[EXERCISE AIM]: Among the lines below, which ones contain the word "where"? Copy every such line.

[DATA SHOWN]:
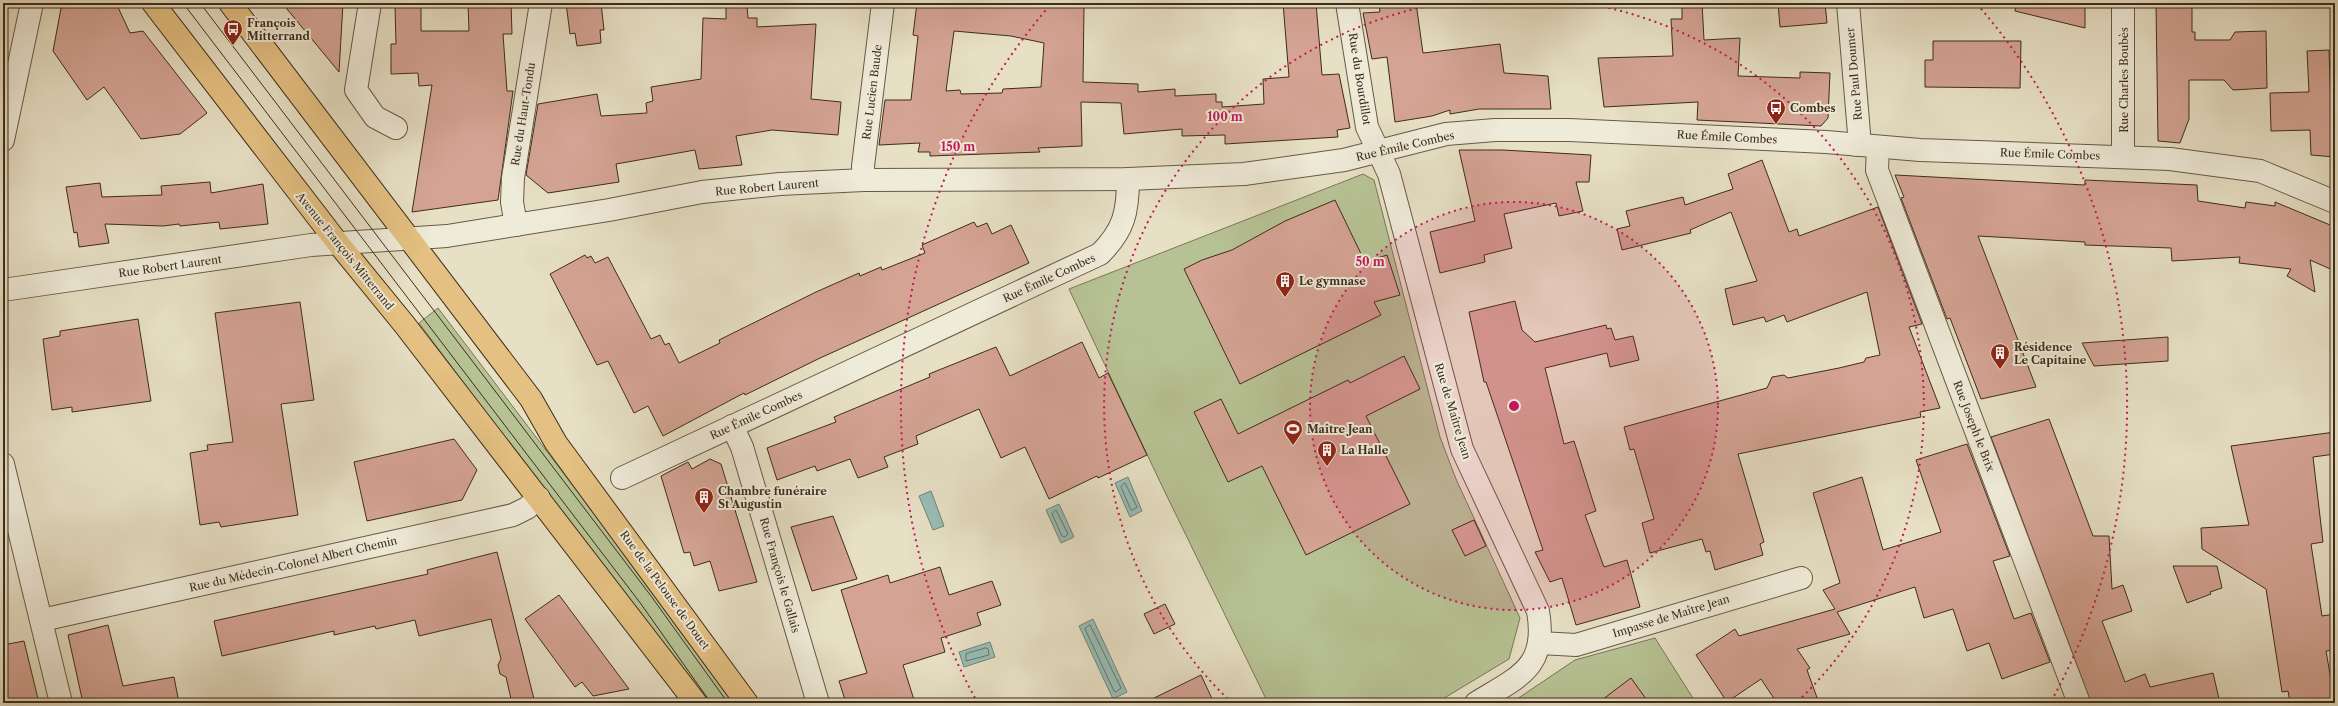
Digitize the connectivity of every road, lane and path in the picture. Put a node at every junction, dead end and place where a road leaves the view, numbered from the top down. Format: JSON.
{"nodes":[{"id":1,"x":32,"y":3,"type":"edge"},
{"id":2,"x":153,"y":3,"type":"edge"},
{"id":3,"x":230,"y":3,"type":"edge"},
{"id":4,"x":370,"y":3,"type":"edge"},
{"id":5,"x":541,"y":3,"type":"edge"},
{"id":6,"x":883,"y":3,"type":"edge"},
{"id":7,"x":1347,"y":3,"type":"edge"},
{"id":8,"x":1848,"y":3,"type":"edge"},
{"id":9,"x":2123,"y":3,"type":"edge"},
{"id":10,"x":396,"y":128,"type":"dead end"},
{"id":11,"x":3,"y":140,"type":"edge"},
{"id":12,"x":1868,"y":146,"type":"junction"},
{"id":13,"x":1378,"y":152,"type":"junction"},
{"id":14,"x":2123,"y":157,"type":"junction"},
{"id":15,"x":1128,"y":179,"type":"junction"},
{"id":16,"x":864,"y":180,"type":"junction"},
{"id":17,"x":2335,"y":202,"type":"edge"},
{"id":18,"x":516,"y":225,"type":"junction"},
{"id":19,"x":409,"y":238,"type":"junction"},
{"id":20,"x":337,"y":242,"type":"junction"},
{"id":21,"x":3,"y":290,"type":"edge"},
{"id":22,"x":732,"y":426,"type":"junction"},
{"id":23,"x":3,"y":464,"type":"edge"},
{"id":24,"x":622,"y":478,"type":"dead end"},
{"id":25,"x":539,"y":498,"type":"junction"},
{"id":26,"x":1801,"y":578,"type":"dead end"},
{"id":27,"x":42,"y":620,"type":"junction"},
{"id":28,"x":1540,"y":643,"type":"junction"},
{"id":29,"x":61,"y":703,"type":"edge"},
{"id":30,"x":696,"y":703,"type":"edge"},
{"id":31,"x":747,"y":703,"type":"edge"},
{"id":32,"x":818,"y":703,"type":"edge"},
{"id":33,"x":1476,"y":703,"type":"edge"},
{"id":34,"x":2079,"y":703,"type":"edge"}],
"edges":[{"from":1,"to":11,"type":"street"},
{"from":2,"to":20,"type":"main road","name":"Avenue François Mitterrand"},
{"from":3,"to":19,"type":"main road"},
{"from":4,"to":10,"type":"street"},
{"from":5,"to":18,"type":"street","name":"Rue du Haut-Tondu"},
{"from":6,"to":16,"type":"street","name":"Rue Lucien Baude"},
{"from":7,"to":13,"type":"street","name":"Rue du Bourdillot"},
{"from":8,"to":12,"type":"street","name":"Rue Paul Doumer"},
{"from":9,"to":14,"type":"street","name":"Rue Charles Boubès"},
{"from":12,"to":13,"type":"street","name":"Rue Émile Combes"},
{"from":12,"to":14,"type":"street","name":"Rue Émile Combes"},
{"from":12,"to":34,"type":"street","name":"Rue Joseph le Brix"},
{"from":13,"to":15,"type":"street","name":"Rue Émile Combes"},
{"from":13,"to":28,"type":"street","name":"Rue de Maître Jean"},
{"from":14,"to":17,"type":"street","name":"Rue Émile Combes"},
{"from":15,"to":16,"type":"street","name":"Rue Robert Laurent"},
{"from":15,"to":22,"type":"street","name":"Rue Émile Combes"},
{"from":16,"to":18,"type":"street","name":"Rue Robert Laurent"},
{"from":18,"to":19,"type":"street","name":"Rue Robert Laurent"},
{"from":19,"to":20,"type":"street","name":"Rue Robert Laurent"},
{"from":19,"to":31,"type":"main road","name":"Rue de la Pelouse de Douet"},
{"from":20,"to":21,"type":"street","name":"Rue Robert Laurent"},
{"from":20,"to":25,"type":"main road","name":"Avenue François Mitterrand"},
{"from":22,"to":24,"type":"street","name":"Rue Émile Combes"},
{"from":22,"to":32,"type":"street","name":"Rue François le Gallais"},
{"from":23,"to":27,"type":"street"},
{"from":25,"to":27,"type":"street","name":"Rue du Médecin-Colonel Albert Chemin"},
{"from":25,"to":30,"type":"main road"},
{"from":26,"to":28,"type":"street","name":"Impasse de Maître Jean"},
{"from":27,"to":29,"type":"street"},
{"from":28,"to":33,"type":"street","name":"Rue de Maître Jean"}]}
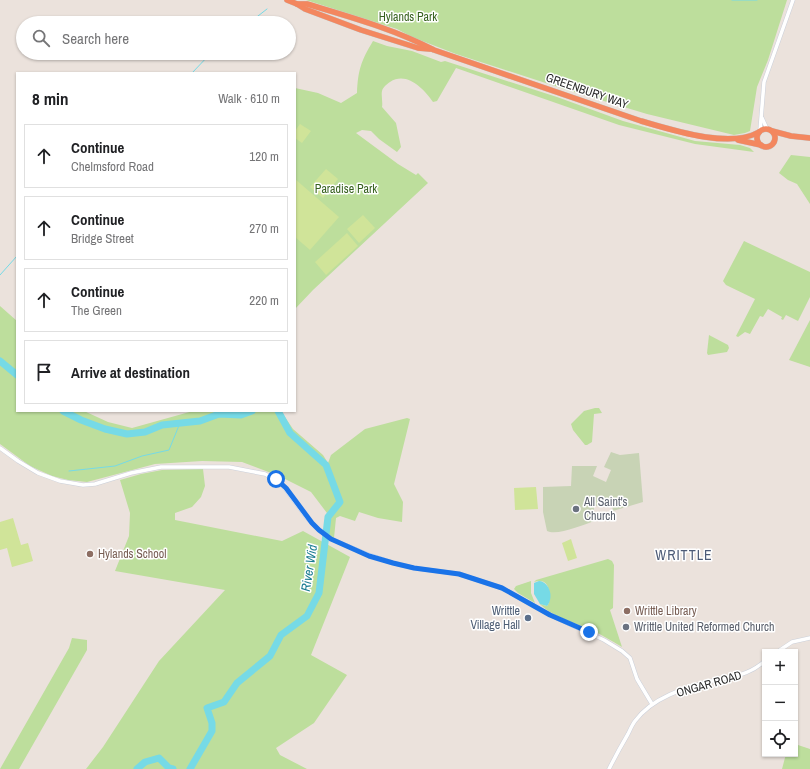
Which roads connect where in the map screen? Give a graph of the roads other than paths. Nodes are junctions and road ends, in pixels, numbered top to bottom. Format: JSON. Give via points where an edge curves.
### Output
{"nodes":[{"id":1,"x":287,"y":0,"type":"edge"},
{"id":2,"x":793,"y":0,"type":"edge"},
{"id":3,"x":761,"y":116,"type":"junction"},
{"id":4,"x":769,"y":130,"type":"junction"},
{"id":5,"x":760,"y":132,"type":"junction"},
{"id":6,"x":791,"y":136,"type":"junction"},
{"id":7,"x":810,"y":138,"type":"edge"},
{"id":8,"x":737,"y":139,"type":"junction"},
{"id":9,"x":774,"y":140,"type":"junction"},
{"id":10,"x":762,"y":145,"type":"junction"},
{"id":11,"x":0,"y":448,"type":"edge"},
{"id":12,"x":810,"y":638,"type":"edge"},
{"id":13,"x":782,"y":649,"type":"edge"},
{"id":14,"x":762,"y":663,"type":"edge"},
{"id":15,"x":652,"y":704,"type":"junction"},
{"id":16,"x":609,"y":769,"type":"edge"}],
"edges":[{"from":1,"to":8,"type":"highway","name":"GREENBURY WAY","via":[[374,25],[434,50],[642,121],[699,135]]},
{"from":2,"to":3,"type":"street","via":[[764,82]]},
{"from":3,"to":4,"type":"street"},
{"from":3,"to":5,"type":"street"},
{"from":4,"to":5,"type":"highway"},
{"from":4,"to":6,"type":"highway"},
{"from":4,"to":9,"type":"highway","via":[[774,135]]},
{"from":5,"to":8,"type":"highway","name":"GREENBURY WAY"},
{"from":5,"to":10,"type":"highway","via":[[758,140]]},
{"from":6,"to":7,"type":"highway"},
{"from":6,"to":9,"type":"highway"},
{"from":8,"to":10,"type":"highway","name":"GREENBURY WAY"},
{"from":9,"to":10,"type":"highway","via":[[769,146]]},
{"from":11,"to":15,"type":"street","via":[[38,473],[60,481],[83,485],[161,467],[222,466],[272,477],[281,483],[307,518],[329,538],[369,556],[393,563],[454,573],[502,588],[622,651],[632,661],[637,678]]},
{"from":12,"to":13,"type":"street","via":[[792,642]]},
{"from":14,"to":15,"type":"street","name":"ONGAR ROAD","via":[[744,674],[711,681]]},
{"from":15,"to":16,"type":"street","name":"ONGAR ROAD","via":[[634,722]]}]}
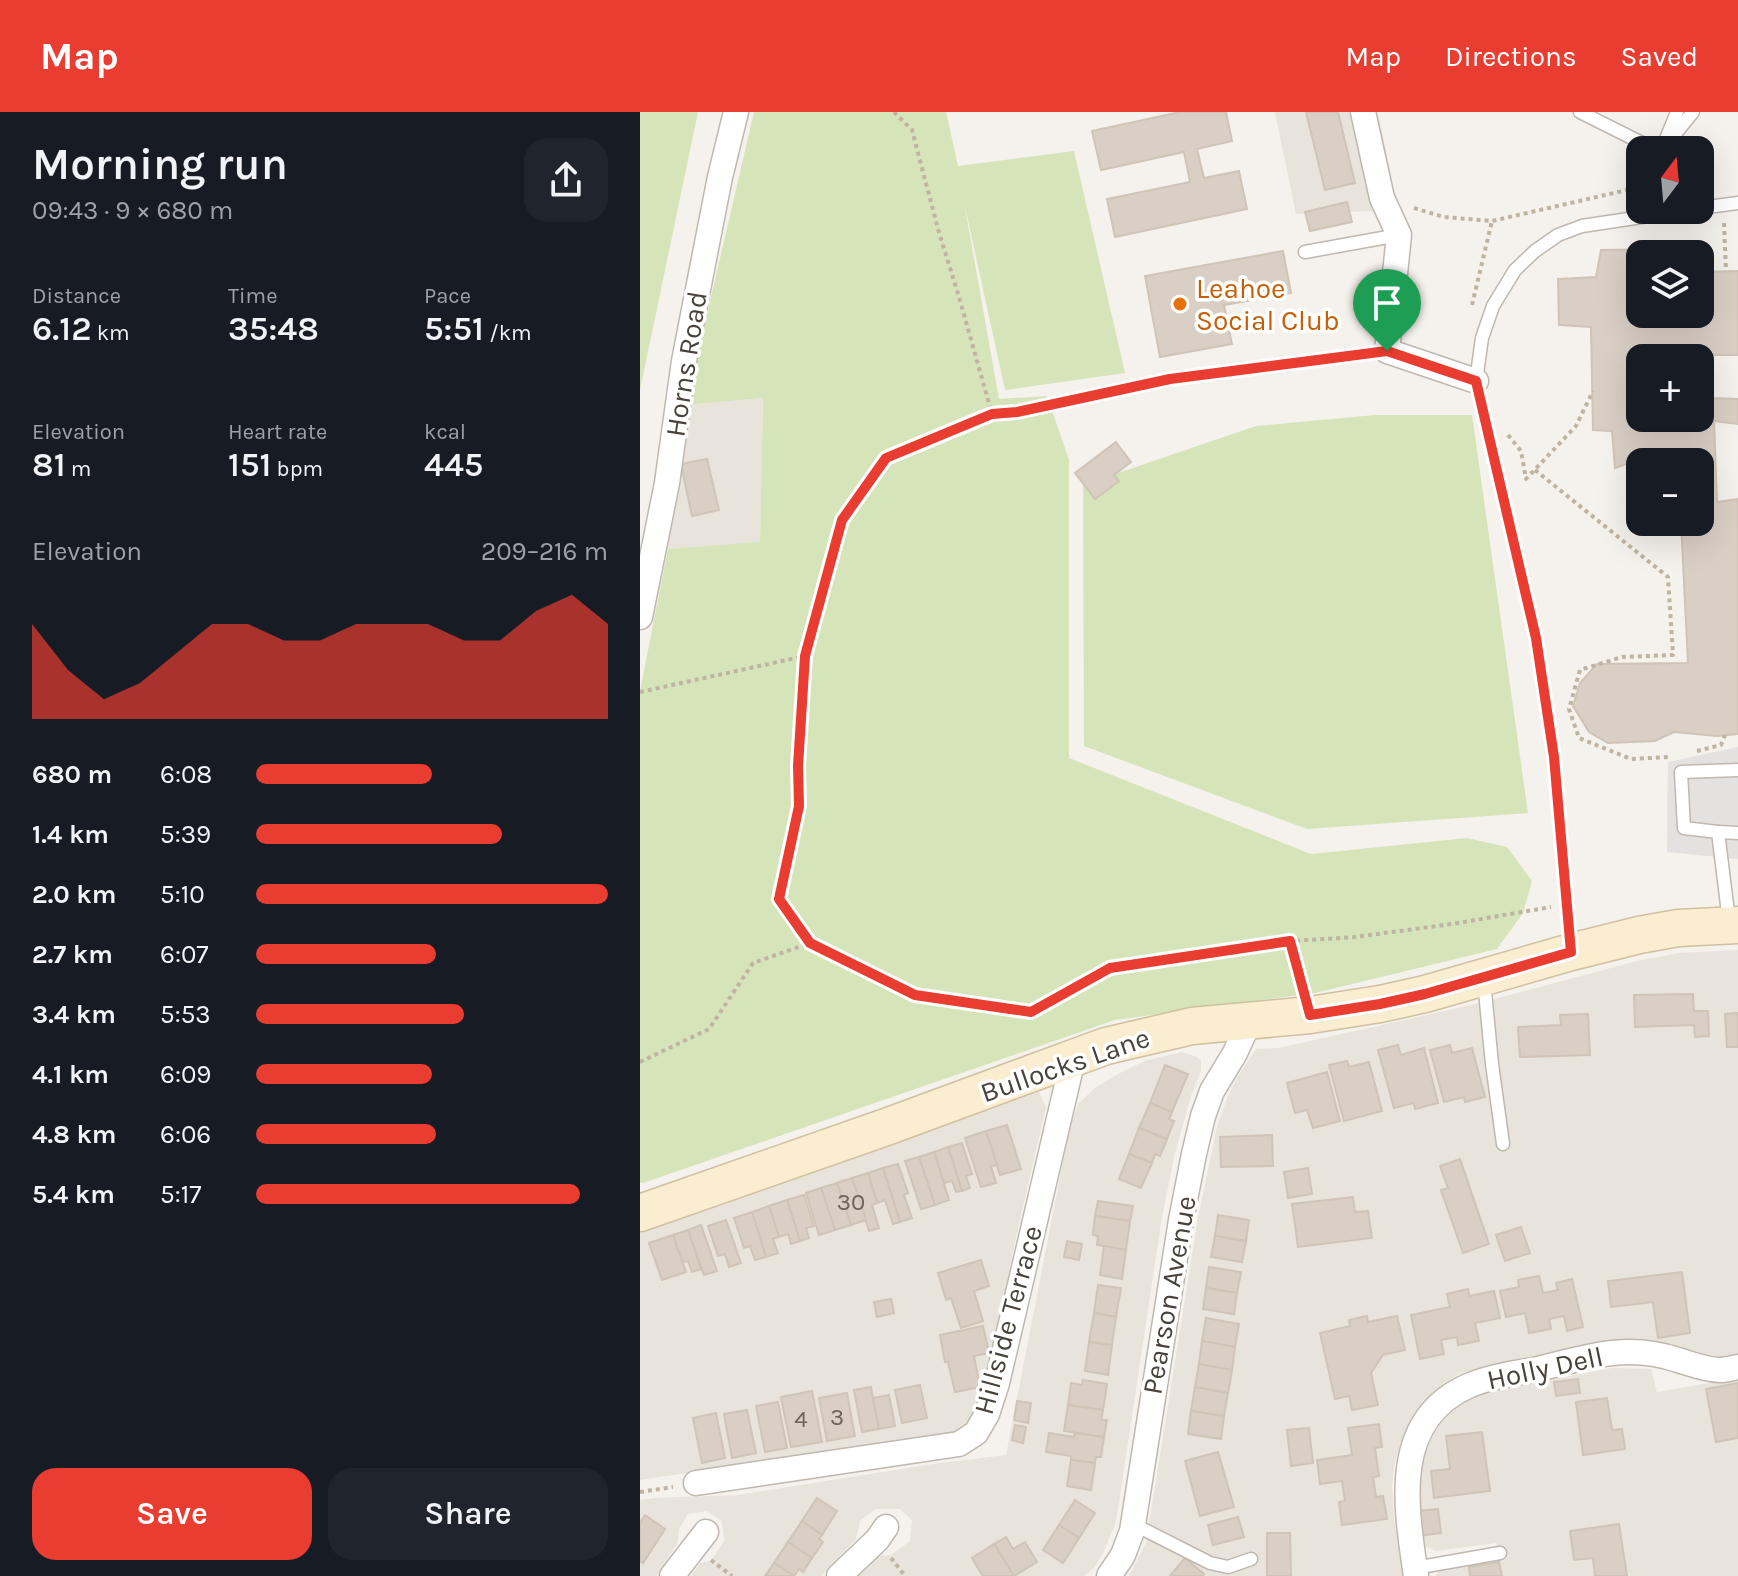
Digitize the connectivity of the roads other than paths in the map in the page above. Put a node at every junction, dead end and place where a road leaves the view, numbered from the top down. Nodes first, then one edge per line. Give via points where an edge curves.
1 (736, 112) edge
2 (1363, 112) edge
3 (1580, 112) edge
4 (1677, 112) edge
5 (1693, 112) edge
6 (1631, 136) edge
7 (1666, 136) edge
8 (1672, 136) edge
9 (1738, 203) edge
10 (1714, 206) edge
11 (1626, 219) edge
12 (1399, 235) junction
13 (1305, 252) dead end
14 (1387, 351) junction
15 (1170, 379) road end
16 (1476, 381) junction
17 (640, 617) edge
18 (1738, 770) edge
19 (1718, 832) junction
20 (1738, 833) edge
21 (1734, 925) edge
22 (1571, 952) junction
23 (1484, 977) junction
24 (1250, 1020) junction
25 (1073, 1059) junction
26 (1503, 1144) dead end
27 (640, 1213) edge
28 (1738, 1367) edge
29 (696, 1483) road end
30 (1133, 1524) junction
31 (886, 1527) dead end
32 (706, 1532) dead end
33 (1500, 1553) dead end
34 (1251, 1559) dead end
35 (1415, 1572) edge
36 (672, 1576) edge
37 (839, 1576) edge
38 (1109, 1576) edge

1 - 17 street, Horns Road via 684,361
2 - 12 street via 1382,198
3 - 6 lane
4 - 7 lane
5 - 8 lane
9 - 10 lane
11 - 16 lane via 1558,235 1515,270 1493,306
12 - 13 lane
12 - 14 street
14 - 15 lane
14 - 16 street
16 - 22 lane via 1536,638 1554,757
18 - 19 lane via 1681,772 1684,828
19 - 20 lane
19 - 21 lane
21 - 22 main road, Bullocks Lane via 1678,928
22 - 23 main road, Bullocks Lane
23 - 24 main road, Bullocks Lane via 1380,1004
23 - 26 lane
24 - 25 main road, Bullocks Lane via 1148,1035
24 - 30 street, Pearson Avenue via 1212,1091 1194,1154
25 - 27 main road, Bullocks Lane
25 - 29 street, Hillside Terrace via 997,1383 976,1433 959,1444
28 - 35 street, Holly Dell via 1721,1370 1651,1354 1615,1353 1485,1379 1449,1396 1428,1419 1411,1451 1407,1495
30 - 34 lane via 1210,1563 1228,1567
30 - 38 street, Pearson Avenue
31 - 37 street
32 - 36 street
33 - 35 lane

[ANSWER SECTION]:
Digitize the connectivity of every road, lane and path in the picture. Put a node at every junction, dead end and place where a road leaves the view, numbered from the top down. Format: JSON.
Which roads connect where in the map screen? Give a graph of the roads other than paths. Nodes are junctions and road ends, in pixels, numbered top to bottom. Format: JSON. Give via points where an edge curves.
Digitize the connectivity of the roads other than paths in the map in the page above. Put a node at every junction, dead end and place where a road leaves the view, numbered from the top down. Nodes first, then one edge per line. Give via points where an edge curves.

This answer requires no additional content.